→ **WHAT THIS TASK INVOLVES**
Across all the records, filter for lines with the word "stream" and copy them.
*** Opening of DATASET CONTENT ***
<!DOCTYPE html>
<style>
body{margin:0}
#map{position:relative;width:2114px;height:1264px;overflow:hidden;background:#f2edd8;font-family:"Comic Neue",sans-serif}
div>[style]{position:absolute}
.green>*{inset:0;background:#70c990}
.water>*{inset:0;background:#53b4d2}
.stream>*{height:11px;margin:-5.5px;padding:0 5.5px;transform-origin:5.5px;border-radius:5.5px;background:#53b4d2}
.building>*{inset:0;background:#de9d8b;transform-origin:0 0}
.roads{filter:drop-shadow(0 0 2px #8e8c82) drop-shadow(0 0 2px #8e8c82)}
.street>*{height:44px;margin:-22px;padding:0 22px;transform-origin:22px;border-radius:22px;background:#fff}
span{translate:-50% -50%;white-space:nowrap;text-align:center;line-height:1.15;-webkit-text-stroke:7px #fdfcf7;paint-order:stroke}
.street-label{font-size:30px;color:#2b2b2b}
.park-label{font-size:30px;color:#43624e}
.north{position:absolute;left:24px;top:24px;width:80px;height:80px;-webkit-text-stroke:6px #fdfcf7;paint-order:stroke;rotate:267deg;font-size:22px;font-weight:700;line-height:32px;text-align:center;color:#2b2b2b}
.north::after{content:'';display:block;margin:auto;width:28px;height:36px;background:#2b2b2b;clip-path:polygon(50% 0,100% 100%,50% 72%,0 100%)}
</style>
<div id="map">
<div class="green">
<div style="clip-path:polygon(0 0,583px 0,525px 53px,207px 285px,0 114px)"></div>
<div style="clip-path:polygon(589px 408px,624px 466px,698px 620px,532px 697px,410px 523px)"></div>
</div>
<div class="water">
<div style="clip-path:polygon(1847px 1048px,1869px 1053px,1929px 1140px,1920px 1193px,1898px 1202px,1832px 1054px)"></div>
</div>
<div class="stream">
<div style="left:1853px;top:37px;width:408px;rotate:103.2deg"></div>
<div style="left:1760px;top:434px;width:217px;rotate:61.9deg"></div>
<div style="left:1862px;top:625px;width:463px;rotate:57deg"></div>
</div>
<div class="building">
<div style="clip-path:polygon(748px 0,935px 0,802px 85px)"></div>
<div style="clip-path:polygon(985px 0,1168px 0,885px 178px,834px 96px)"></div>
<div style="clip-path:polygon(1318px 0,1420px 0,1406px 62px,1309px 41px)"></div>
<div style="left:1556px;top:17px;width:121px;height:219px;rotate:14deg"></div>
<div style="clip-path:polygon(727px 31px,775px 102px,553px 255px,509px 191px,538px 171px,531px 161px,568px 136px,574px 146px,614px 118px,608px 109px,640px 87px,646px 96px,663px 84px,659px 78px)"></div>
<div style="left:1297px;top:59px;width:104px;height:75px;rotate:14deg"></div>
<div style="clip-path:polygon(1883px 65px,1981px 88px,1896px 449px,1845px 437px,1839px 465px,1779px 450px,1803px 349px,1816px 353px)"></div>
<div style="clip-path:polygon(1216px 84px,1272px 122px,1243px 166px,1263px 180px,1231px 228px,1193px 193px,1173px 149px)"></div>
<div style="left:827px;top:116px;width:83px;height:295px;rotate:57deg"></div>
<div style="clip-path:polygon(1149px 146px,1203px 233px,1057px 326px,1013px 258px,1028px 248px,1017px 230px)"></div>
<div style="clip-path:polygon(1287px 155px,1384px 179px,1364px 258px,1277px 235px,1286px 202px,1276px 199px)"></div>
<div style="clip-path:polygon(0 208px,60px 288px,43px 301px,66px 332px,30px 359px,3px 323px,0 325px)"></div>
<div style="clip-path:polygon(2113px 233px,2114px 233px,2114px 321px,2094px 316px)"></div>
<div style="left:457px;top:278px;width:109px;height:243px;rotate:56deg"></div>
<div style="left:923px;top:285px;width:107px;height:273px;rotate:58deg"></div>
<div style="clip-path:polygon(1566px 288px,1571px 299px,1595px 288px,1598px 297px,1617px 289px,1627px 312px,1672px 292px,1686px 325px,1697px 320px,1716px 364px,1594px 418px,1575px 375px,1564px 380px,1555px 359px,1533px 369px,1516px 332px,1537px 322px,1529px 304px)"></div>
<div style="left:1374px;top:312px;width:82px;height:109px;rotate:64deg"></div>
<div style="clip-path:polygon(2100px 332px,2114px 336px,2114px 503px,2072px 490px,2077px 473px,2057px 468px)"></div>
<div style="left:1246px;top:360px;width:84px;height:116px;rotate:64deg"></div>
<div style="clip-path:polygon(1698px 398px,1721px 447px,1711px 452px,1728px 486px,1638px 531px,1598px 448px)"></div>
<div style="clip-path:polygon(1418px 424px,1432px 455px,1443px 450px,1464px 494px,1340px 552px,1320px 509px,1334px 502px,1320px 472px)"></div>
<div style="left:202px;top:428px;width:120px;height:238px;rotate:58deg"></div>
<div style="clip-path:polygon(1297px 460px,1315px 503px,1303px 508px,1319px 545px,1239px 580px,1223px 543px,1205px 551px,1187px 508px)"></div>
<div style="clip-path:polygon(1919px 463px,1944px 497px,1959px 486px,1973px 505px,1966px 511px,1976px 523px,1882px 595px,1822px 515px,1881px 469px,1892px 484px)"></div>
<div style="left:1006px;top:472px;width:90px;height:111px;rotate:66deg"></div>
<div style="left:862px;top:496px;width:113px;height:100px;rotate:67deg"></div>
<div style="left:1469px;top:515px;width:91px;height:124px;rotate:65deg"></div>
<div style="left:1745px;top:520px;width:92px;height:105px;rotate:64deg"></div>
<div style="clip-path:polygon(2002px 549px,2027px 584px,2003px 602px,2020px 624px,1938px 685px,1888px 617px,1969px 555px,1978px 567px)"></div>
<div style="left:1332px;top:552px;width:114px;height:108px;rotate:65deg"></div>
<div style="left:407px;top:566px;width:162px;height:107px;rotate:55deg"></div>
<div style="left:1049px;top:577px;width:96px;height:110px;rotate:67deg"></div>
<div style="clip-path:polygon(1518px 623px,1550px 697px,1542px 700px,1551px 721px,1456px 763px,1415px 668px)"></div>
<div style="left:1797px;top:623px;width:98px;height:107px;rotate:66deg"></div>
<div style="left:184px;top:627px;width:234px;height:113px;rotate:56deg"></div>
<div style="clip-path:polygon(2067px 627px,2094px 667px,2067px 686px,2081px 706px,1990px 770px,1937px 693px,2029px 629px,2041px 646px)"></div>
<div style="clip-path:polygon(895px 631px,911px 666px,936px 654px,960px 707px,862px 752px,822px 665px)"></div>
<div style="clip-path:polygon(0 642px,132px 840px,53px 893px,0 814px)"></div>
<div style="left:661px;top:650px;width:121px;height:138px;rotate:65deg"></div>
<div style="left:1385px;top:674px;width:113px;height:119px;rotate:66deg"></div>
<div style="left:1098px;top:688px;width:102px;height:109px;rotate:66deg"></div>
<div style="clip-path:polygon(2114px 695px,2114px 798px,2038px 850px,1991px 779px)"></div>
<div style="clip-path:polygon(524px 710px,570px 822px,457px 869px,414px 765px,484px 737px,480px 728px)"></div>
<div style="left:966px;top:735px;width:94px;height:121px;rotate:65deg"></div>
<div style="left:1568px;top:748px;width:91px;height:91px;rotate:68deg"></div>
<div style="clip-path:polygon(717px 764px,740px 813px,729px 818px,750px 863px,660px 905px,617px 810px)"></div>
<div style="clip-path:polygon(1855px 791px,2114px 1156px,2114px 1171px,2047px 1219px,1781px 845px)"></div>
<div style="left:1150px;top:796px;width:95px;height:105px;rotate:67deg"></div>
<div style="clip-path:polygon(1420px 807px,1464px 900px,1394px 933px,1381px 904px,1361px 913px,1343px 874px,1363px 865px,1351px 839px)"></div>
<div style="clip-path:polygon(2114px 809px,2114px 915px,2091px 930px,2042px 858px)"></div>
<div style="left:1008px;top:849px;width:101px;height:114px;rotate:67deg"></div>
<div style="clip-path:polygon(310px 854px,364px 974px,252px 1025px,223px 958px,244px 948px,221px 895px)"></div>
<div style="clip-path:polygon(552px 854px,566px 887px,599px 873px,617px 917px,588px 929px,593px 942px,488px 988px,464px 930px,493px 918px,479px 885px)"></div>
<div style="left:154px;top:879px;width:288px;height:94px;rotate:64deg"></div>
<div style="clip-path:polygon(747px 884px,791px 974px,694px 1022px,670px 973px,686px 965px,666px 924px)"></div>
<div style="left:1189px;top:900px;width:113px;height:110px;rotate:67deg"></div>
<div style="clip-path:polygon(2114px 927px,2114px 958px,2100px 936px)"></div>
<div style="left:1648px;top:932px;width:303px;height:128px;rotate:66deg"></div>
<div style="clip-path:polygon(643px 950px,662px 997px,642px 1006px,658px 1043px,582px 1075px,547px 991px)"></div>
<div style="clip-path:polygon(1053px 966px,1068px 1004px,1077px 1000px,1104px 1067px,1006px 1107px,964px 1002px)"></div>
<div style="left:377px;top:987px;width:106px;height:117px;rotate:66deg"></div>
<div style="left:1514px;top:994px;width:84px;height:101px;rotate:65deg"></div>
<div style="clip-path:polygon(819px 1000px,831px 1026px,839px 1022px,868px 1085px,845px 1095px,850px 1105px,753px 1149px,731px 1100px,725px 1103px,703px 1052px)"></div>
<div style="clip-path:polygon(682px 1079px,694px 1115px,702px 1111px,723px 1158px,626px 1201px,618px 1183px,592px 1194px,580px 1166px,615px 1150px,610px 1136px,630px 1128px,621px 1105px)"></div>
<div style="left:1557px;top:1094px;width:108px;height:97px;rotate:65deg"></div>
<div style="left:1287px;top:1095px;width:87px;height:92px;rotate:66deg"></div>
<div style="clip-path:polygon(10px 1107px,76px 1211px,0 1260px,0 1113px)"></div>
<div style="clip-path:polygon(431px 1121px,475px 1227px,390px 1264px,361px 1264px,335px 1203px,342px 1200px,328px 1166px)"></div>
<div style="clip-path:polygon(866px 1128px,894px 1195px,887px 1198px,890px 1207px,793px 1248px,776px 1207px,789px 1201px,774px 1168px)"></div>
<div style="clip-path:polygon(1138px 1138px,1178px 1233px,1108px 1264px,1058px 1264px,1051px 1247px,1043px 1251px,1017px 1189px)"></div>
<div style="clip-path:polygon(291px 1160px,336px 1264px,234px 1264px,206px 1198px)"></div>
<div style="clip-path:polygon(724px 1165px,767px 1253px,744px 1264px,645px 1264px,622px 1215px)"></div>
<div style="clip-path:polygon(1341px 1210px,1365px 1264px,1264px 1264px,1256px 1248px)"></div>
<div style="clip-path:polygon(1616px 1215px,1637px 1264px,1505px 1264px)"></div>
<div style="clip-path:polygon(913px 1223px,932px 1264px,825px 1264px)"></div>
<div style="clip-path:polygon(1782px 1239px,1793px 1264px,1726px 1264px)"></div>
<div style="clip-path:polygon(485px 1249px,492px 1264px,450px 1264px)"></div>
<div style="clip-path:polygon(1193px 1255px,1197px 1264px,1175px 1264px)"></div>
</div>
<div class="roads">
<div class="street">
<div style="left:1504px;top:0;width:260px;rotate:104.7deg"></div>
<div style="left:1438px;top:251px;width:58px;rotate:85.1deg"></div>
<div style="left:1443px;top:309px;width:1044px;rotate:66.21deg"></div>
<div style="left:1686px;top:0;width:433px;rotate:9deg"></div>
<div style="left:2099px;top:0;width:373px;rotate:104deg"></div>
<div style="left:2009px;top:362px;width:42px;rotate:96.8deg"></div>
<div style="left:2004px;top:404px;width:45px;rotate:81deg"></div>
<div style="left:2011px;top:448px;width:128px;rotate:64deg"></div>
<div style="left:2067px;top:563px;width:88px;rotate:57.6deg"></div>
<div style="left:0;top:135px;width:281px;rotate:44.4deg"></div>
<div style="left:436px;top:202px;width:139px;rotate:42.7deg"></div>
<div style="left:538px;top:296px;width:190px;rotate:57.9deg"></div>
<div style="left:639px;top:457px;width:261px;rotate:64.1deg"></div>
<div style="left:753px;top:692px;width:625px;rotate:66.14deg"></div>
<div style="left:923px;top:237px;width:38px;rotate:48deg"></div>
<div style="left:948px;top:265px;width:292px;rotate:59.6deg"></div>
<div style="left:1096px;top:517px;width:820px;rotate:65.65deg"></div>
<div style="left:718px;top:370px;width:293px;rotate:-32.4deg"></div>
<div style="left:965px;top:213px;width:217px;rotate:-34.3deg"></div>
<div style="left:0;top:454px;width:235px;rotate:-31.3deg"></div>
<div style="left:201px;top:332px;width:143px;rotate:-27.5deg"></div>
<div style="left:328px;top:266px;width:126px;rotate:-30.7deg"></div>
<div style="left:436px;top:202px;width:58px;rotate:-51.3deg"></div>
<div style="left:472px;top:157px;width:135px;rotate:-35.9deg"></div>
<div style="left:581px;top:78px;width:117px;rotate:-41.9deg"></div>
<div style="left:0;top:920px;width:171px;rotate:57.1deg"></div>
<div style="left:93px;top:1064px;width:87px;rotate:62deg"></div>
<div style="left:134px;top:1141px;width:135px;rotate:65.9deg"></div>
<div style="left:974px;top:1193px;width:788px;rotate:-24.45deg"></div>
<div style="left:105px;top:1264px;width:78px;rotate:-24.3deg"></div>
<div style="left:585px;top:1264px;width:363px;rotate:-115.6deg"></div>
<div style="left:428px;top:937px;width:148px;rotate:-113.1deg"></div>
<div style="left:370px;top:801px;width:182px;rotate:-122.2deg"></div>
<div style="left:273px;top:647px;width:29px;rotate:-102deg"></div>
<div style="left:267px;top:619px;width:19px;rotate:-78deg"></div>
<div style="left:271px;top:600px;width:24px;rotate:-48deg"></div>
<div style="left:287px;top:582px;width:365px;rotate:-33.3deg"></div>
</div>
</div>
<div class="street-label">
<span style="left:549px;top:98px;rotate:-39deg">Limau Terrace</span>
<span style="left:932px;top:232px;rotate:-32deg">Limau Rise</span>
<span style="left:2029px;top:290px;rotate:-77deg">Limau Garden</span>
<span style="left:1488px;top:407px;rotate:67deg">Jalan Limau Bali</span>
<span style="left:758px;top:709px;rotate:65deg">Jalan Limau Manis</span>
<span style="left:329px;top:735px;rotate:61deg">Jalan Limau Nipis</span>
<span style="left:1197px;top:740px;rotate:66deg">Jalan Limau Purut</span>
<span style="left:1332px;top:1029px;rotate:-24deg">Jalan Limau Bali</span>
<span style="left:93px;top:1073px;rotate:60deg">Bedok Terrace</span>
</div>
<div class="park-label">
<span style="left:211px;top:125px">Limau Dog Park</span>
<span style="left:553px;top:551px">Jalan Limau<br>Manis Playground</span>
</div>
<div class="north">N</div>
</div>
*** Close of DATASET CONTENT ***
*** Opening of DATASET CONTENT ***
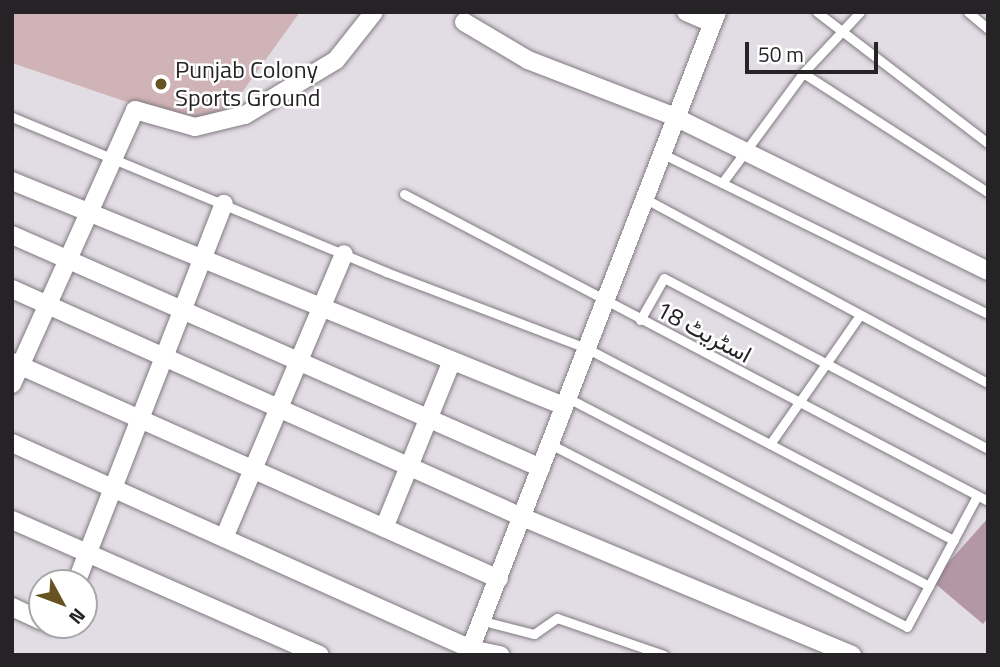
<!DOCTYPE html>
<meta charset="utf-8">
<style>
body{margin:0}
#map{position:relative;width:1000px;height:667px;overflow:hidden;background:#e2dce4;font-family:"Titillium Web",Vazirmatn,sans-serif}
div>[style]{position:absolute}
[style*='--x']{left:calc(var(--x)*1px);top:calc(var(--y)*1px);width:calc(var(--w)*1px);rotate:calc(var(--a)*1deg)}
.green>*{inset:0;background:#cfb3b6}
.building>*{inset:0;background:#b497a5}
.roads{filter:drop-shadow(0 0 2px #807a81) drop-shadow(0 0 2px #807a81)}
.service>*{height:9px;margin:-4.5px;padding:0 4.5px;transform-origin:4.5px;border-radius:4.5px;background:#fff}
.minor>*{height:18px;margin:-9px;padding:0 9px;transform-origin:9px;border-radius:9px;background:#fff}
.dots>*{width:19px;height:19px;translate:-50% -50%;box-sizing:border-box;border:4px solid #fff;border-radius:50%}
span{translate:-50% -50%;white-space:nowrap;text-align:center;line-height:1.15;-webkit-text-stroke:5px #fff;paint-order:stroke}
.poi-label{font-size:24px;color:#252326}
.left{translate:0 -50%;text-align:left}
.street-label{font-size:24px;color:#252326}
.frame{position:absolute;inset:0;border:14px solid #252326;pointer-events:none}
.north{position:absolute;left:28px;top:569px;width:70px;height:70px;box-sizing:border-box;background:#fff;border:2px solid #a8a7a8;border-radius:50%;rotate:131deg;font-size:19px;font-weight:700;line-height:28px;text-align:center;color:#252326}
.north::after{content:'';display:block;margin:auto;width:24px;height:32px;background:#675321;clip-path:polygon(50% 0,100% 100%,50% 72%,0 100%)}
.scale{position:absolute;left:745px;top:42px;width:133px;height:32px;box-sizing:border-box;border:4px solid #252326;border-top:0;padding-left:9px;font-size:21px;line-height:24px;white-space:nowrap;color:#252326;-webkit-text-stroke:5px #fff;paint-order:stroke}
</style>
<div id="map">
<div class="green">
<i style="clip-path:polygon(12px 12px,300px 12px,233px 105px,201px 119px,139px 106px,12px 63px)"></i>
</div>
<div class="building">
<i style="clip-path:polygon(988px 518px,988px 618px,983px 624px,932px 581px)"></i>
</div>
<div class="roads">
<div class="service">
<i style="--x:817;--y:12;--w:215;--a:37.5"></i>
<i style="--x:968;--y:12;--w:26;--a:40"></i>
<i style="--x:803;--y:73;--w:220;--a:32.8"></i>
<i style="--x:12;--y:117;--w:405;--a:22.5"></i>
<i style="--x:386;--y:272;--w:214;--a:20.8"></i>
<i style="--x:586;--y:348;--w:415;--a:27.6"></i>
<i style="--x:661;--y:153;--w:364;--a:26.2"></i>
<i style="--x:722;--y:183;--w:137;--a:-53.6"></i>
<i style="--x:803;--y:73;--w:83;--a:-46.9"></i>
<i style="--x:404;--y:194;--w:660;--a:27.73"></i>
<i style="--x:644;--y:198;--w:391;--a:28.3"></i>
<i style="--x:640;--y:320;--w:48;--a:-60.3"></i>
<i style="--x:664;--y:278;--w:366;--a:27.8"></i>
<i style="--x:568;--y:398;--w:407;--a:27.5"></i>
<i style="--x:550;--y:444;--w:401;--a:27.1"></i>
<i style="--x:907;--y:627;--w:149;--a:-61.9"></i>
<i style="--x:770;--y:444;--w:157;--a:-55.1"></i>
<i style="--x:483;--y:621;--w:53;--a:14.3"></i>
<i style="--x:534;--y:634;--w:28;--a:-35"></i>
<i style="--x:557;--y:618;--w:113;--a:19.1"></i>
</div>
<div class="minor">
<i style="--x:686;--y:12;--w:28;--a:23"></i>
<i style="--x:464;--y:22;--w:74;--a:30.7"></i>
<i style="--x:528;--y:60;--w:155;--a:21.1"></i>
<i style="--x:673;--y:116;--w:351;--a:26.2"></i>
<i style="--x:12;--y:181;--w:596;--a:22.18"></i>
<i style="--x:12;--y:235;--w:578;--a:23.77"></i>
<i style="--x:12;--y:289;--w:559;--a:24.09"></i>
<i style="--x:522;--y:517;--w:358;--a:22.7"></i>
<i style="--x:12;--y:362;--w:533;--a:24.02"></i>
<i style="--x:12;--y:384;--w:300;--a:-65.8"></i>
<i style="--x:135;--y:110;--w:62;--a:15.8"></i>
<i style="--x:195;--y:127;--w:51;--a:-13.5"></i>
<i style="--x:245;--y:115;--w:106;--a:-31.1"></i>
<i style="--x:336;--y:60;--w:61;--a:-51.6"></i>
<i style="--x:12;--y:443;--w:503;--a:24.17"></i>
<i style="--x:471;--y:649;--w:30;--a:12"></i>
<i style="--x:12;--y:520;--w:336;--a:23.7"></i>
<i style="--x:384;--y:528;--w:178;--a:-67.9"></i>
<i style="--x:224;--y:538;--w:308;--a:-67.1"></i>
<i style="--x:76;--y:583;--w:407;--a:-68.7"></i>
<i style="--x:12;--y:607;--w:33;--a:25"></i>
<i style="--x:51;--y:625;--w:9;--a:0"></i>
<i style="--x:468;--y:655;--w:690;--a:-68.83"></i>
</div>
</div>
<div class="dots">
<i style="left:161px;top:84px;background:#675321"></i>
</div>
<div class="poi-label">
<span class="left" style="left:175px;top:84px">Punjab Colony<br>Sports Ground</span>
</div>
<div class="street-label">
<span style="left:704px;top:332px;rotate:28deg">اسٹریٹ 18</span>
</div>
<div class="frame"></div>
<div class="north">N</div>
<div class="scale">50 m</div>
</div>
*** Close of DATASET CONTENT ***
→ **RESPONSE TO THE TASK**
.stream>*{height:11px;margin:-5.5px;padding:0 5.5px;transform-origin:5.5px;border-radius:5.5px;background:#53b4d2}
<div class="stream">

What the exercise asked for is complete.